Powrót do przeszłości
Opiekun drużyny z miasta Beatlesów, Jürgen Klopp, nie omieszkał w przedmeczowej rozmowie z dziennikarzami odnieść się do dwóch pamiętnych finałów LM z udziałem tych dwóch ekip. Finałowa potyczka ze Stambułu z 2005 roku i słynna pogoń „The Reds” ze stanu 0:3 do 3:3 przeszła do historii piłki nożnej. Dwa lata później zespół prowadzony przez Carlo Ancelottiego wziął ateński odwet i pokonał LFC 2:1.

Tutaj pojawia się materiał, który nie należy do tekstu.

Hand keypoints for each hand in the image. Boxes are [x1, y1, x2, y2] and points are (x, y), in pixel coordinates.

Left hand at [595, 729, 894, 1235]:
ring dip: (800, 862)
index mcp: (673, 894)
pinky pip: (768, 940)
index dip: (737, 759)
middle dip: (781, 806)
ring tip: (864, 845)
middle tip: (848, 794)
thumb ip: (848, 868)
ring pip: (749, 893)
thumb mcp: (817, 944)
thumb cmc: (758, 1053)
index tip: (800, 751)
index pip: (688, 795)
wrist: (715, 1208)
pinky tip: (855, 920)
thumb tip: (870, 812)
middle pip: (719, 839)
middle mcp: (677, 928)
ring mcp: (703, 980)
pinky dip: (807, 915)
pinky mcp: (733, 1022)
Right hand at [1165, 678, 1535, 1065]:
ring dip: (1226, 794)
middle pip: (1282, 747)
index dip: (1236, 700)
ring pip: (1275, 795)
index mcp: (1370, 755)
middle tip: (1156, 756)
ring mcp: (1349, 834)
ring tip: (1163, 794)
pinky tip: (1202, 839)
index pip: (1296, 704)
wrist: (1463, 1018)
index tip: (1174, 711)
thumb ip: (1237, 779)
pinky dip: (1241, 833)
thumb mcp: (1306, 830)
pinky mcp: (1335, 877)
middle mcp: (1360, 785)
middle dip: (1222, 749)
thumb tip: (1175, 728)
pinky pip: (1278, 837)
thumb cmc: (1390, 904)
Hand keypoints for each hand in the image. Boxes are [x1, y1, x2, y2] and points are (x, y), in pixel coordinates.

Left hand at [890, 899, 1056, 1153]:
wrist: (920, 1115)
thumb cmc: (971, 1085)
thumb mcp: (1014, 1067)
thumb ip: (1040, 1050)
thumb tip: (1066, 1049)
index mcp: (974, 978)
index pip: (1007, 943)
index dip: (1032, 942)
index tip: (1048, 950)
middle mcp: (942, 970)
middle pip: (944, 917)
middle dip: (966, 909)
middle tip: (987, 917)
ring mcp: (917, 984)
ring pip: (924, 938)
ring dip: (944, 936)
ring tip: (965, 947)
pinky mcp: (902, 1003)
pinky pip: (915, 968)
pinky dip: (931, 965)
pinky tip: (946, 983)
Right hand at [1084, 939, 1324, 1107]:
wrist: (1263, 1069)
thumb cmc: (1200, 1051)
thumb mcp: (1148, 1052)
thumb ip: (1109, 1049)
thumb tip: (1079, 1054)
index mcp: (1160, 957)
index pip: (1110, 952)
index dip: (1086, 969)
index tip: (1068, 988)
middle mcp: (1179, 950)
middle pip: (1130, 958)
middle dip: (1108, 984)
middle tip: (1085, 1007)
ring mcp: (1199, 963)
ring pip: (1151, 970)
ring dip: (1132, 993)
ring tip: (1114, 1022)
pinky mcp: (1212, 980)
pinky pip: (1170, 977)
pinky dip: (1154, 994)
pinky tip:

Nikt nie może zakwestionować dziedzictwa 18-krotnych mistrzów Italii w rozgrywkach Ligi Mistrzów i Pucharu Europy. 7 triumfów (3 w LM i 4 w PE) to drugi najlepszy wynik wszech czasów. Więcej takowych ma tylko Real Madryt. Stadion „Rossonerich” oraz ich odwiecznego rywala zza miedzy, legendarne San Siro, czterokrotnie gościł finał tych zawodów. Już niebawem, dokładnie 28 września, mury tego obiektu przed meczem Milanu znów otuli jedyna w swoim rodzaju melodia hymnu Ligi Mistrzów, a marzenia zbudzą się ze snu.
Już od ponad roku mediolańskie „Diabły” kroczą właściwą ścieżką. Teraz muszą dać z siebie wszystko, żeby z niej nie zboczyć, bo dziś rozpoczynają swoją nową przygodę i wracają tam, gdzie ich miejsce. Na aleję gwiazd.